ORLANDO, Fla. — Although the food industry had set June 30 as the date when CPG manufacturers would completely transition to an entirely new bar code — the GS1 DataBar — on coupons, it now appears that many manufacturers will postpone that move until the latter part of this year or beyond.
“I think you'll see a lot of manufacturers waiting until the fourth quarter of this year or the first quarter of 2012,” said John Morgan, executive director, the Association of Coupon Professionals, at the U Connect Live conference here last week. Morgan commented as an audience member at a session on the DataBar. The conference was sponsored by GS1 US, Lawrenceville, N.J., in partnership with VICS.

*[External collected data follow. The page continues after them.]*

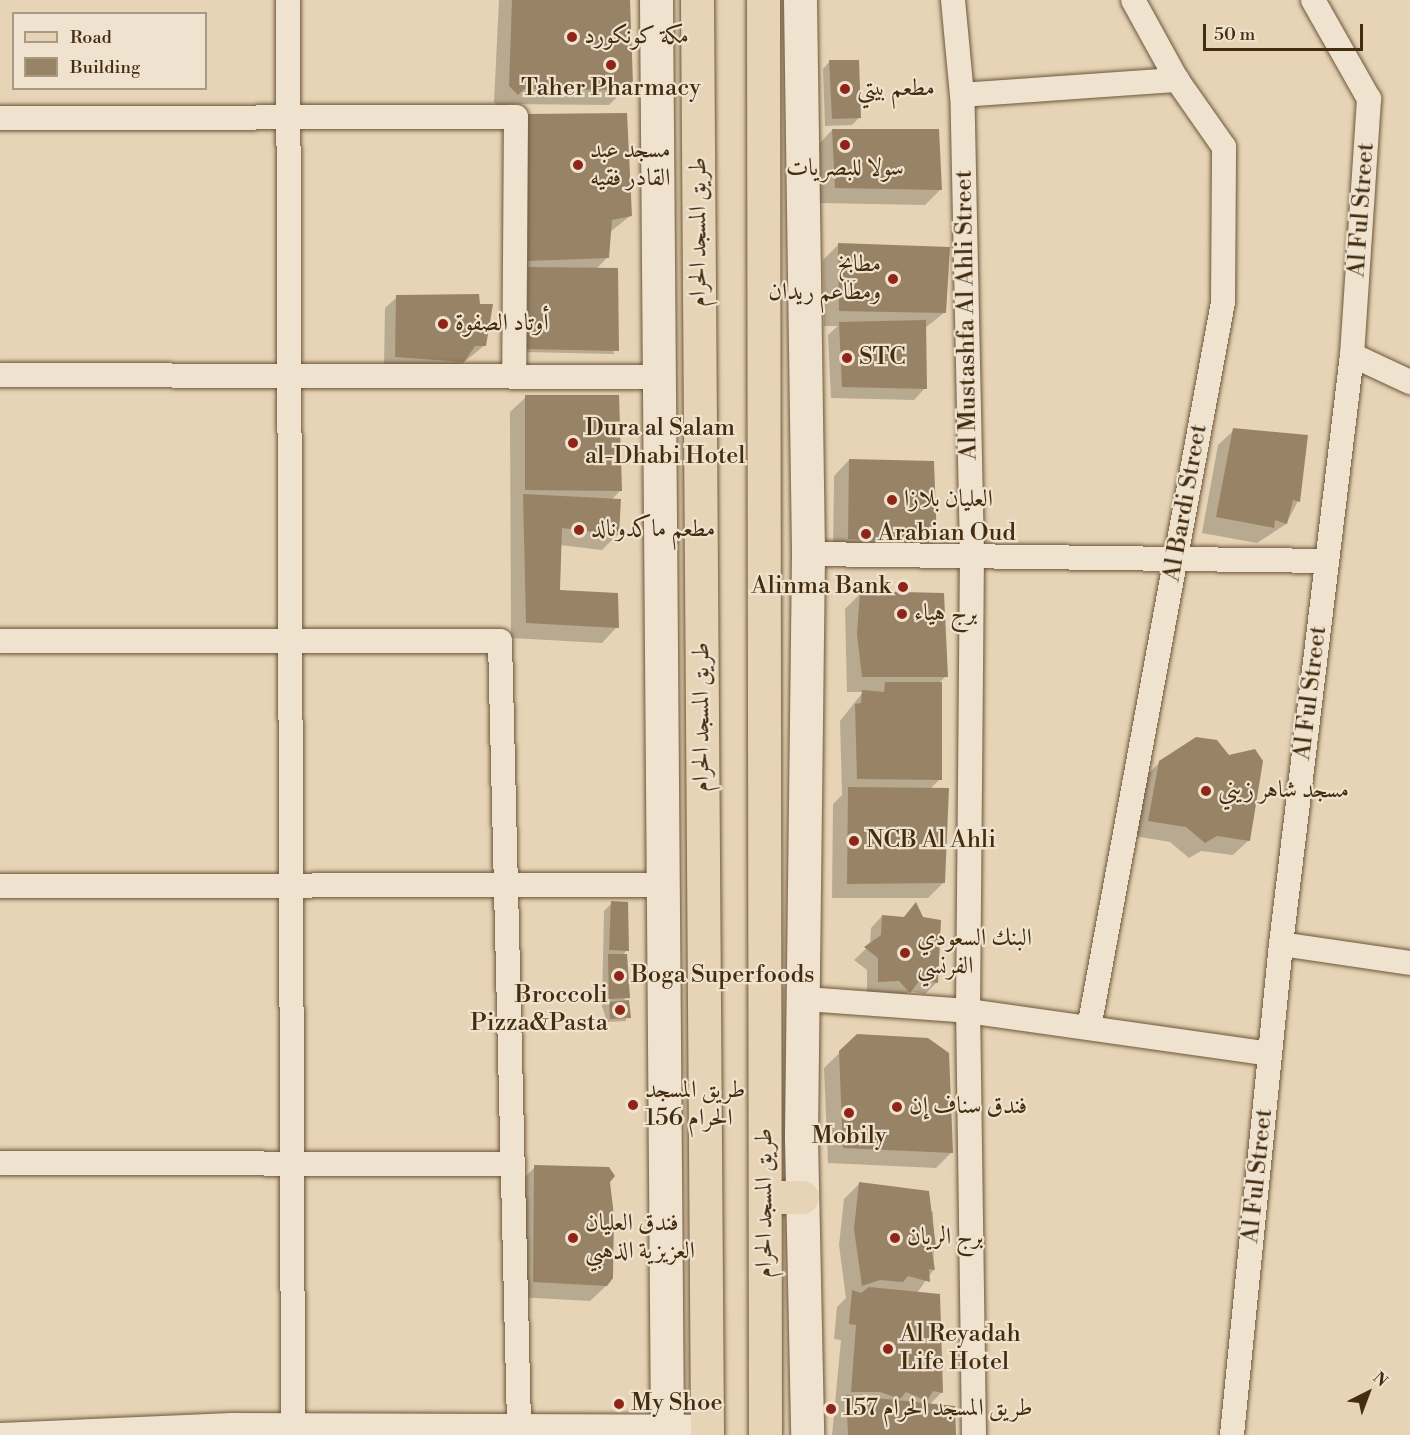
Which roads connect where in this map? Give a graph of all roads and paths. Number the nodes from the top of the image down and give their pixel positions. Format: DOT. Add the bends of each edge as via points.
graph roads {
  1 [pos="288,0"];
  2 [pos="656,0"];
  3 [pos="697,0"];
  4 [pos="763,0"];
  5 [pos="800,0"];
  6 [pos="953,0"];
  7 [pos="1133,0"];
  8 [pos="1313,0"];
  9 [pos="1177,80"];
  10 [pos="962,95"];
  11 [pos="288,117"];
  12 [pos="0,118"];
  13 [pos="1352,355"];
  14 [pos="0,375"];
  15 [pos="288,376"];
  16 [pos="514,376"];
  17 [pos="659,377"];
  18 [pos="1410,382"];
  19 [pos="808,554"];
  20 [pos="972,554"];
  21 [pos="1176,555"];
  22 [pos="1327,561"];
  23 [pos="0,641"];
  24 [pos="288,642"];
  25 [pos="288,885"];
  26 [pos="505,885"];
  27 [pos="666,885"];
  28 [pos="0,886"];
  29 [pos="1281,944"];
  30 [pos="667,952"];
  31 [pos="704,953"];
  32 [pos="1410,963"];
  33 [pos="806,999"];
  34 [pos="968,1011"];
  35 [pos="1089,1028"];
  36 [pos="1270,1054"];
  37 [pos="0,1163"];
  38 [pos="288,1164"];
  39 [pos="512,1164"];
  40 [pos="765,1197"];
  41 [pos="802,1197"];
  42 [pos="519,1426"];
  43 [pos="293,1430"];
  44 [pos="667,1431"];
  45 [pos="712,1432"];
  46 [pos="0,1435"];
  47 [pos="765,1435"];
  48 [pos="807,1435"];
  49 [pos="974,1435"];
  50 [pos="1232,1435"];
  1 -- 11 [label="street"];
  2 -- 17 [label="street"];
  3 -- 31 [label="main road, طريق المسجد الحرام"];
  4 -- 40 [label="main road, طريق المسجد الحرام"];
  5 -- 19 [label="street"];
  6 -- 10 [label="street, Al Mustashfa Al Ahli Street"];
  7 -- 9 [label="street, Al Bardi Street"];
  8 -- 13 [label="street, Al Ful Street" via="1369,99"];
  9 -- 10 [label="street"];
  9 -- 21 [label="street, Al Bardi Street" via="1224,147 1223,302"];
  10 -- 20 [label="street, Al Mustashfa Al Ahli Street"];
  11 -- 12 [label="street"];
  11 -- 15 [label="street"];
  11 -- 16 [label="street" via="516,117"];
  13 -- 18 [label="street"];
  13 -- 22 [label="street, Al Ful Street"];
  14 -- 15 [label="street"];
  15 -- 16 [label="street"];
  15 -- 24 [label="street"];
  16 -- 17 [label="street"];
  17 -- 27 [label="street"];
  19 -- 20 [label="street"];
  19 -- 33 [label="street"];
  20 -- 21 [label="street"];
  20 -- 34 [label="street, Al Mustashfa Al Ahli Street"];
  21 -- 22 [label="street"];
  21 -- 35 [label="street, Al Bardi Street"];
  22 -- 29 [label="street, Al Ful Street"];
  23 -- 24 [label="street"];
  24 -- 25 [label="street"];
  24 -- 26 [label="street" via="500,641"];
  25 -- 26 [label="street"];
  25 -- 28 [label="street"];
  25 -- 38 [label="street"];
  26 -- 27 [label="street"];
  26 -- 39 [label="street"];
  27 -- 30 [label="street"];
  29 -- 32 [label="street"];
  29 -- 36 [label="street, Al Ful Street"];
  30 -- 31 [label="street"];
  30 -- 44 [label="street"];
  31 -- 45 [label="main road, طريق المسجد الحرام"];
  33 -- 34 [label="street"];
  33 -- 41 [label="street"];
  34 -- 35 [label="street"];
  34 -- 49 [label="street, Al Mustashfa Al Ahli Street"];
  35 -- 36 [label="street"];
  36 -- 50 [label="street, Al Ful Street"];
  37 -- 38 [label="street"];
  38 -- 39 [label="street"];
  38 -- 43 [label="street"];
  39 -- 42 [label="street"];
  40 -- 41 [label="main road"];
  40 -- 47 [label="main road, طريق المسجد الحرام"];
  41 -- 48 [label="street"];
  42 -- 43 [label="street"];
  42 -- 44 [label="street"];
  43 -- 46 [label="street"];
  44 -- 45 [label="street"];
}
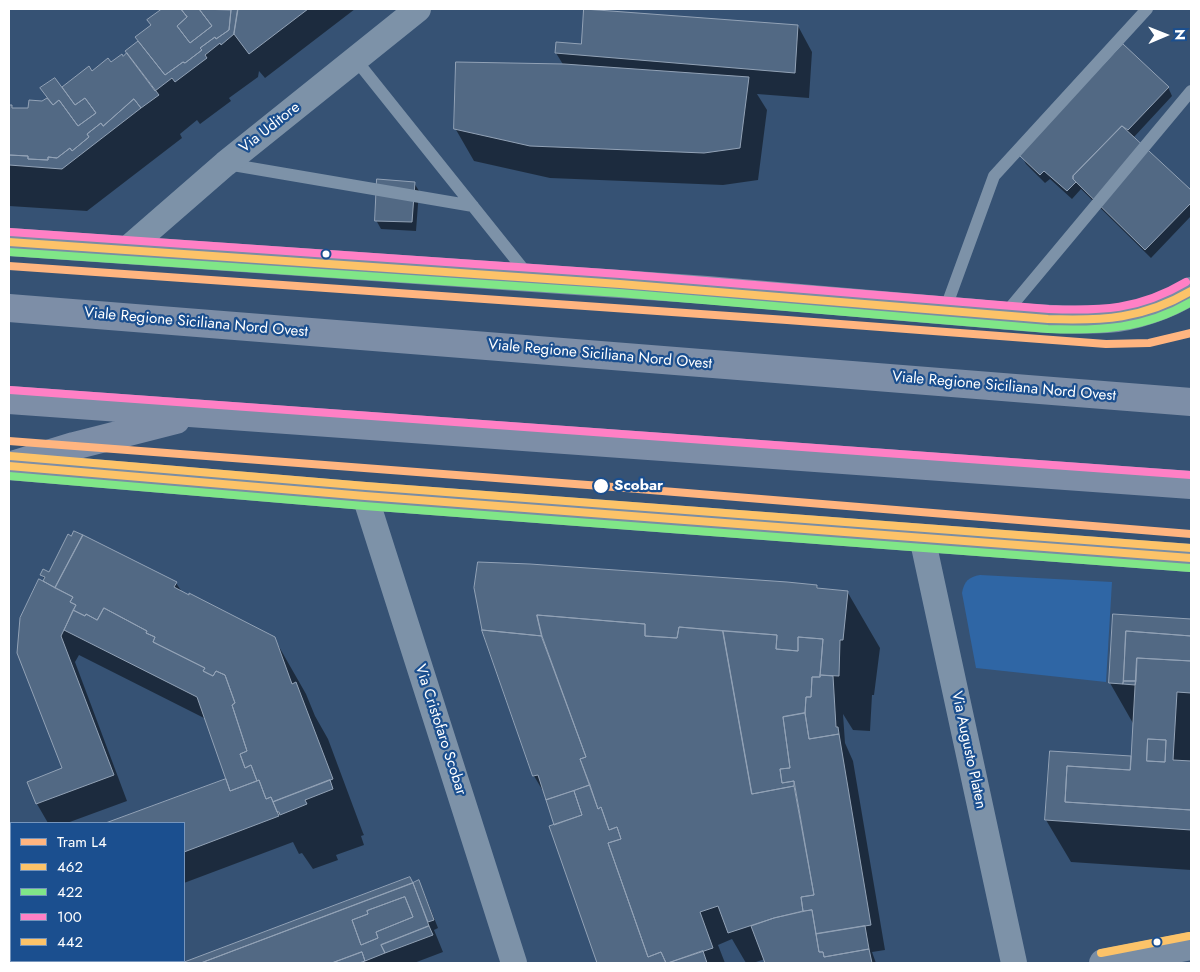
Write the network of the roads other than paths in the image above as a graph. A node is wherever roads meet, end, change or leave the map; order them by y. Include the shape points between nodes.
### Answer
1 (418, 9) edge
2 (1147, 9) edge
3 (356, 60) junction
4 (1191, 91) edge
5 (225, 164) junction
6 (473, 206) junction
7 (9, 242) edge
8 (125, 251) junction
9 (529, 277) junction
10 (1191, 291) edge
11 (9, 308) edge
12 (945, 310) junction
13 (1004, 315) junction
14 (9, 400) edge
15 (1191, 402) edge
16 (201, 414) junction
17 (9, 466) edge
18 (1191, 485) edge
19 (365, 496) junction
20 (922, 537) junction
21 (1191, 558) edge
22 (1191, 946) edge
23 (514, 963) edge
24 (1014, 963) edge
25 (1103, 963) edge

1 - 3 street, Via Uditore
2 - 12 lane via 994,176
3 - 5 street, Via Uditore
3 - 6 lane
4 - 13 lane
5 - 6 lane
5 - 8 street, Via Uditore
6 - 9 lane
7 - 8 street
8 - 9 street
9 - 12 street
10 - 13 street via 1159,306 1110,319
11 - 15 main road, Viale Regione Siciliana Nord Ovest
12 - 13 street
14 - 16 main road
16 - 17 main road
16 - 18 main road
17 - 19 street
19 - 20 street
19 - 23 street, Via Cristofaro Scobar
20 - 21 street
20 - 24 street, Via Augusto Platen
22 - 25 street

Given the long development of the DataBar for coupons, another three to six months “won't be the end of the world,” Morgan said.
According to Morgan, Supervalu, Minneapolis, sent a letter to manufacturers indicating that it was not yet prepared to scan and process the DataBar on coupons, prompting many to postpone the DataBar-only rollout.
A Supervalu spokesman was not immediately available for comment.
The DataBar, a robust bar code that will incorporate up to 74 digits on coupons, has been sharing space on manufacturer coupons since 2008 with the traditional but more limited 12-digit UPC-A bar code during an interim phase-in period.
The transition to DataBar-only coupons, originally set to take place in 2010, was postponed for one year after a GS1 US survey in 2009 indicated an insufficient level of POS readiness on the part of retailers, especially smaller retailers. Retailers need to ensure that their POS software and hardware are able to scan and process the DataBar, which in some cases requires system upgrades.
The Joint Industry Coupon Committee (JICC), the industry group that sets coupon policy, set Jan. 1, 2011, as the date manufacturers could begin issuing DataBar-only coupons and June 30 was established as the date for completely switching over to the DataBar.
Last November, GS1 US, which oversees bar-code standards, surveyed the top 43 supermarket, mass and drug retailers that accept coupons and found that 60% to 70% would be ready to scan the DataBar in January, and 70% to 80% would be ready by July.
To date there have been “a few sightings of coupons in circulation with just the DataBar,” said Alan Williams, vice president of application development for Ahold USA, Landover, Md., and co-chair of the JICC, during a presentation he gave at the U Connect DataBar session.
Williams said that the JICC has not officially postponed the June 30 deadline for the final transition to the coupon DataBar. But since the DataBar is a voluntary standard, CPG manufacturers can make their own decisions as to when to make the change, based on their read of retail readiness.
Lauri Martin, senior manager of coupon strategy for Coca-Cola Refreshments, who also spoke at the DataBar session, said manufacturers are “rapidly moving” toward adoption of DataBar-only coupons. “We are holding out a little bit. We want retailers to be ready, and we don't believe enough are ready.”
While the DataBar is a voluntary standard, retailers unable to scan and process it on coupons will be forced to have cashiers handle coupons manually. Williams also urged retailers not to take “shortcuts” in scanning the DataBar by picking out only a few elements off the code for processing.
The DataBar is designed to encapsulate more information than the UPC-A code.
Retailers that scan the DataBar will experience automatic expiration date checking, a reduced need for 992 bypass codes that don't require product validation, reduced cashier intervention, improved scan rates and increased speed of checkout, according to the JICC.